### Listed records:
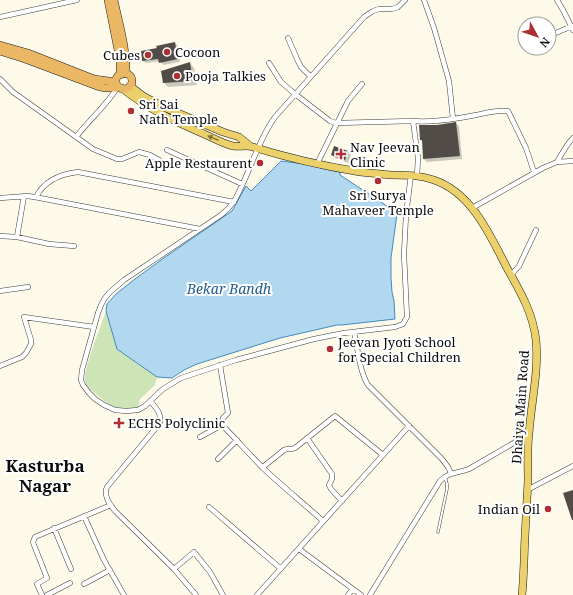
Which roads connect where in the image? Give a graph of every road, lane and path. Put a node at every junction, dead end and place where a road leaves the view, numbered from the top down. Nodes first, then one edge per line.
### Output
1 (77, 0) edge
2 (108, 0) edge
3 (114, 0) edge
4 (405, 0) edge
5 (424, 0) edge
6 (557, 0) edge
7 (0, 17) edge
8 (572, 28) edge
9 (557, 33) edge
10 (288, 38) dead end
11 (0, 45) edge
12 (0, 52) edge
13 (269, 63) dead end
14 (123, 74) junction
15 (310, 76) junction
16 (0, 79) edge
17 (362, 84) dead end
18 (130, 86) junction
19 (119, 87) junction
20 (295, 94) junction
21 (453, 119) junction
22 (413, 121) junction
23 (336, 123) junction
24 (76, 137) junction
25 (573, 138) edge
26 (250, 146) junction
27 (258, 149) junction
28 (166, 150) dead end
29 (159, 160) dead end
30 (573, 161) edge
31 (557, 162) junction
32 (317, 164) junction
33 (534, 172) junction
34 (414, 175) junction
35 (242, 184) junction
36 (24, 196) junction
37 (36, 197) junction
38 (0, 198) edge
39 (234, 202) junction
40 (472, 208) junction
41 (200, 229) junction
42 (536, 230) dead end
43 (0, 236) edge
44 (17, 237) junction
45 (74, 246) dead end
46 (511, 275) junction
47 (28, 287) dead end
48 (0, 291) edge
49 (94, 327) junction
50 (354, 332) junction
51 (220, 365) junction
52 (0, 366) edge
53 (150, 402) junction
54 (222, 425) junction
55 (409, 426) junction
56 (528, 434) junction
57 (200, 437) dead end
58 (307, 438) junction
59 (237, 440) junction
60 (383, 455) junction
61 (218, 459) dead end
62 (573, 466) edge
63 (263, 467) junction
64 (451, 473) junction
65 (445, 476) junction
66 (527, 490) junction
67 (342, 501) junction
68 (111, 505) junction
69 (209, 507) dead end
70 (84, 516) junction
71 (323, 521) junction
72 (54, 528) junction
73 (438, 532) dead end
74 (299, 548) junction
75 (280, 568) junction
76 (71, 569) dead end
77 (174, 569) junction
78 (110, 570) junction
79 (70, 584) dead end
80 (84, 584) dead end
81 (353, 589) junction
82 (42, 595) edge
83 (47, 595) edge
84 (124, 595) edge
85 (196, 595) edge
86 (223, 595) edge
87 (257, 595) edge
88 (348, 595) edge
89 (361, 595) edge
90 (370, 595) edge
91 (522, 595) edge

1 - 7 street
2 - 14 highway
3 - 14 highway
4 - 15 street
5 - 21 street
6 - 8 street
8 - 9 street
10 - 15 street
11 - 19 highway, Dhaiya Main Road
12 - 19 highway
13 - 20 street
14 - 18 highway
14 - 19 highway
15 - 20 street
16 - 24 street
17 - 23 street
18 - 19 highway
18 - 26 main road, Dhaiya Main Road
19 - 24 street
26 -> 19 main road, Dhaiya Main Road
20 - 23 street
20 - 27 street
21 - 22 street
21 - 33 street
22 - 23 street
22 - 34 street
23 - 32 street
24 - 29 street
25 - 31 street
26 - 27 main road, Dhaiya Main Road
27 - 32 main road, Dhaiya Main Road
27 - 35 street
28 - 35 street
30 - 31 street
31 - 33 street
32 - 34 main road, Dhaiya Main Road
33 - 40 street
34 - 40 main road, Dhaiya Main Road
34 - 50 street
35 - 39 street
36 - 37 street
36 - 38 street
36 - 44 street
37 - 39 street
37 - 41 street
39 - 41 street
40 - 46 main road, Dhaiya Main Road
41 - 49 street
42 - 46 street
43 - 44 street
44 - 45 street
46 - 56 main road, Dhaiya Main Road
47 - 48 street
49 - 52 street
49 - 53 street
50 - 51 street
50 - 55 street
51 - 53 street
51 - 54 street
53 - 68 street
54 - 57 street
54 - 59 street
55 - 60 street
55 - 64 street
56 - 64 street
56 - 66 main road, Dhaiya Main Road
58 - 60 street
58 - 63 street
58 - 67 street
59 - 61 street
59 - 63 street
60 - 67 street
62 - 66 street
63 - 71 street
64 - 65 street
65 - 73 lane
65 - 90 street
66 - 91 main road, Dhaiya Main Road
67 - 71 street
68 - 70 street
68 - 77 street
69 - 75 street
70 - 72 street
70 - 78 street
71 - 74 street
72 - 76 street
72 - 82 street
74 - 75 street
74 - 81 street
75 - 87 street
77 - 85 street
77 - 86 street
78 - 80 street
78 - 84 street
79 - 83 street
81 - 88 street
81 - 89 street

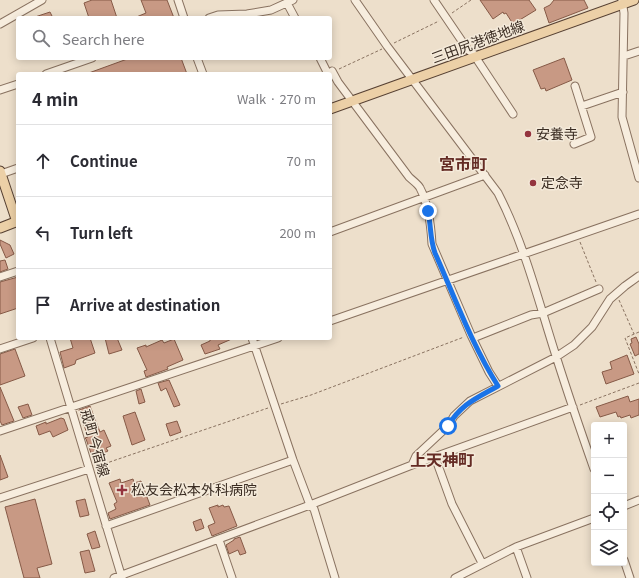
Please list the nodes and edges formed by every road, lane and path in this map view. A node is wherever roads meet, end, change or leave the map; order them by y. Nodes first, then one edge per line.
1 (42, 0) edge
2 (178, 0) edge
3 (355, 0) edge
4 (434, 0) edge
5 (471, 0) edge
6 (634, 0) edge
7 (290, 1) edge
8 (622, 2) edge
9 (183, 16) edge
10 (215, 16) edge
11 (294, 16) edge
12 (446, 17) junction
13 (0, 24) edge
14 (387, 46) junction
15 (639, 51) edge
16 (624, 56) junction
17 (477, 57) junction
18 (86, 60) edge
19 (198, 60) edge
20 (321, 60) edge
21 (52, 72) edge
22 (202, 72) edge
23 (330, 72) joint
24 (332, 74) edge
25 (412, 80) junction
26 (16, 85) edge
27 (575, 86) dead end
28 (0, 90) edge
29 (623, 92) junction
30 (352, 101) junction
31 (582, 106) junction
32 (332, 108) edge
33 (513, 114) dead end
34 (574, 144) dead end
35 (16, 168) edge
36 (1, 172) edge
37 (485, 176) junction
38 (639, 178) edge
39 (424, 198) junction
40 (639, 214) edge
41 (16, 217) edge
42 (16, 224) edge
43 (0, 228) edge
44 (332, 231) edge
45 (577, 236) junction
46 (525, 254) junction
47 (16, 272) edge
48 (639, 276) edge
49 (0, 277) edge
50 (447, 280) junction
51 (599, 289) joint
52 (616, 294) junction
53 (543, 313) junction
54 (332, 320) edge
55 (639, 332) edge
56 (635, 334) junction
57 (472, 336) junction
58 (27, 340) edge
59 (51, 340) edge
60 (252, 340) edge
61 (272, 340) edge
62 (254, 346) junction
63 (0, 349) edge
64 (556, 357) junction
65 (639, 374) edge
66 (639, 383) edge
67 (498, 386) junction
68 (274, 406) junction
69 (573, 407) junction
70 (71, 408) junction
71 (0, 431) edge
72 (435, 457) junction
73 (293, 460) junction
74 (591, 460) edge
75 (412, 465) junction
76 (89, 469) junction
77 (0, 498) edge
78 (639, 500) edge
79 (310, 505) junction
80 (627, 505) edge
81 (591, 519) edge
82 (106, 526) junction
83 (219, 540) junction
84 (516, 547) junction
85 (482, 563) junction
86 (626, 566) edge
87 (119, 577) edge
88 (232, 578) edge
89 (335, 578) edge
90 (455, 578) edge
91 (527, 578) edge
92 (630, 578) edge

1 - 13 street
2 - 9 street
3 - 14 street
4 - 12 street
5 - 12 path
6 - 8 main road, 三田尻港徳地線
7 - 10 street
7 - 11 street
8 - 16 street
8 - 17 main road, 三田尻港徳地線
12 - 14 path
12 - 17 street
14 - 23 path
14 - 25 street
15 - 16 street
16 - 29 street
17 - 25 main road, 三田尻港徳地線
17 - 33 street
18 - 21 street
19 - 22 street
20 - 23 street
24 - 30 street
25 - 30 main road, 三田尻港徳地線
25 - 37 street
26 - 28 street
27 - 31 street
29 - 31 street
29 - 38 street
30 - 32 main road, 三田尻港徳地線
30 - 39 street
31 - 34 street
35 - 36 street
36 - 41 main road
37 - 39 street
37 - 46 street
39 - 44 street
39 - 50 street
40 - 45 street
42 - 43 main road
45 - 46 street
45 - 51 path
46 - 50 street
46 - 53 street
47 - 49 street
48 - 52 street
50 - 54 street
50 - 57 street
51 - 53 street
52 - 56 path
52 - 64 street
53 - 57 street
53 - 64 street
55 - 56 path
56 - 65 path
57 - 67 street
57 - 68 path
58 - 63 street
59 - 70 street, 戒町今宿線
60 - 62 street
61 - 62 street
62 - 68 street
62 - 70 street
64 - 67 street
64 - 69 street
66 - 69 path
67 - 75 street
68 - 73 street
68 - 76 path
69 - 72 street
69 - 74 street
70 - 71 street
70 - 76 street, 戒町今宿線
72 - 75 street
72 - 85 street
73 - 79 street
73 - 82 street
75 - 79 street
76 - 77 street
76 - 82 street, 戒町今宿線
78 - 80 street
79 - 83 street
79 - 89 street
81 - 84 street
82 - 87 street, 戒町今宿線
83 - 87 street
83 - 88 street
84 - 85 street
84 - 91 street
85 - 90 street
86 - 92 street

### Exercise:
Go through the material above and report each line containing "三田尻港徳地線".

### Solution for this problem:
6 - 8 main road, 三田尻港徳地線
8 - 17 main road, 三田尻港徳地線
17 - 25 main road, 三田尻港徳地線
25 - 30 main road, 三田尻港徳地線
30 - 32 main road, 三田尻港徳地線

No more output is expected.